Las semillas de eternidad que toda persona recibe en su alma inmortal cobran en el cristiano, por la gracia de la caridad divina, una nueva intensidad que lo impulsa, como ha expresado san Josemaría, a dar “a cada instante -aun a los aparentemente vulgares- vibración de eternidad” (Forja, n. 917). Es tanto como animarnos a llenar de amor y de esperanza, la entera jornada plena de aparentes nimiedades; o lo que es lo mismo, a trabajar con los pies muy en la tierra y, a la vez, y por el amor de Dios, sin ataduras que impidan tener nuestro corazón en el Cielo.
Como cualquier mortal, el cristiano experimenta nostalgias; pero, al mismo tiempo, se sabe salvado por la esperanza en la vida eterna, nacida de su fe en Cristo; lo señala Benedicto XVI en su Encíclica sobre la esperanza; y para contrastar esta virtud con quienes acaban su vida sin esperanza alguna tras la muerte, recuerda el texto de una lápida mortuoria de los primeros siglos, donde podían leerse estas palabras: “En la nada, de la nada, qué pronto caemos” (Cf Corpus Inscriptionum Latinarum, vol VI, n. 26003). ¡Qué triste existencia cabe pensar, la de esa persona en cuya tumba figuraba semejante epitafio!
Los cristianos deseamos que, si escriben algo en el epitafio de la nuestra, responda a una vida transida de alegre esperanza; y, por tanto, que sea como un trasunto de las palabras del Prefacio en las misas de difuntos, donde confesamos: “La vida de tus fieles, Señor, no termina, se transforma; y, al deshacerse nuestra morada terrenal, adquirimos una mansión eterna en el cielo”.

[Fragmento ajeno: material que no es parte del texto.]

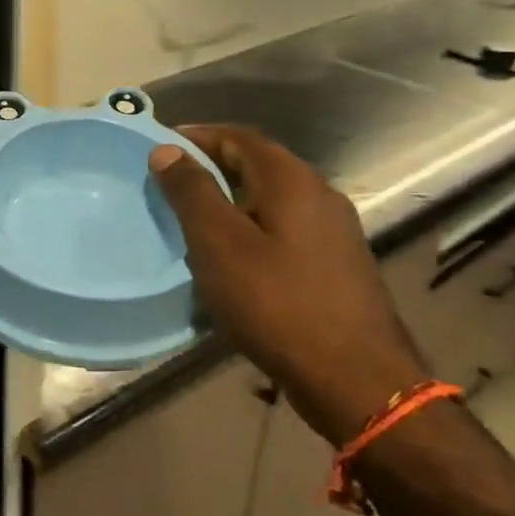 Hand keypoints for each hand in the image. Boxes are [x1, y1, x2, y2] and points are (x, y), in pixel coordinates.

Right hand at [150, 125, 425, 444]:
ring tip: (192, 221)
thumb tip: (167, 150)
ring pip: (270, 199)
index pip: (238, 136)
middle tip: (169, 185)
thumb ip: (192, 191)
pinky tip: (231, 258)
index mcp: (292, 180)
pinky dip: (250, 228)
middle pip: (257, 164)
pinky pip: (284, 228)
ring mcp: (334, 230)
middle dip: (211, 167)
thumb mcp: (219, 243)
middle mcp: (319, 194)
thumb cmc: (277, 303)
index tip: (159, 148)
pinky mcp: (337, 263)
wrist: (355, 379)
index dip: (196, 136)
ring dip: (230, 200) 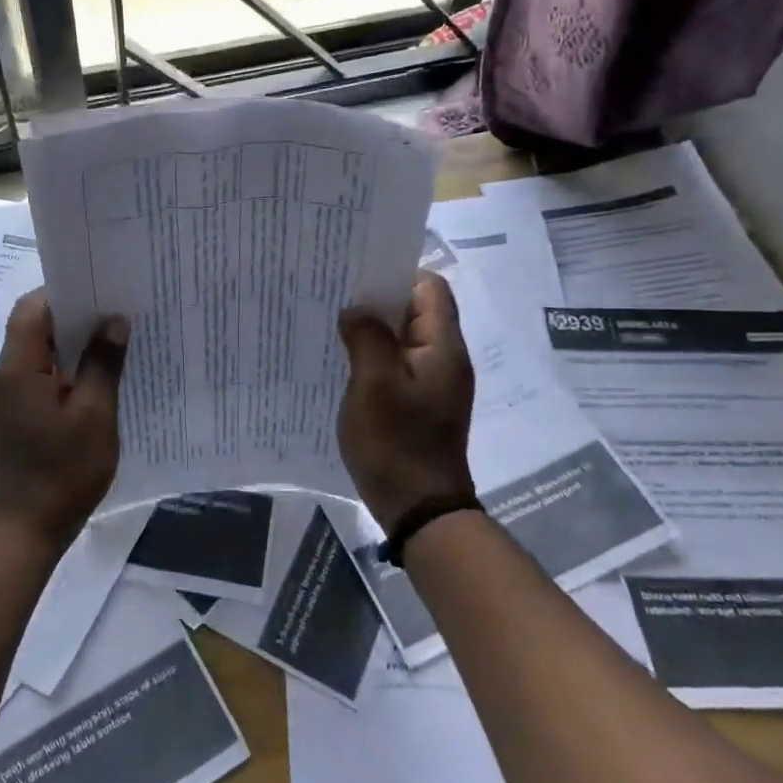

A ese final glorioso parece apuntar la fe de Francisco de Quevedo, en su soneto “Amor constante más allá de la muerte”; lo concluye sublimando todos los componentes del cuerpo que, en su corrupción, “serán ceniza más tendrá sentido; polvo serán, mas polvo enamorado”. Por eso, concluimos nosotros, cenizas de un cuerpo que, en unión estrecha con su alma, desarrolló las semillas del amor divino, y que resucitará para la vida eterna del Cielo.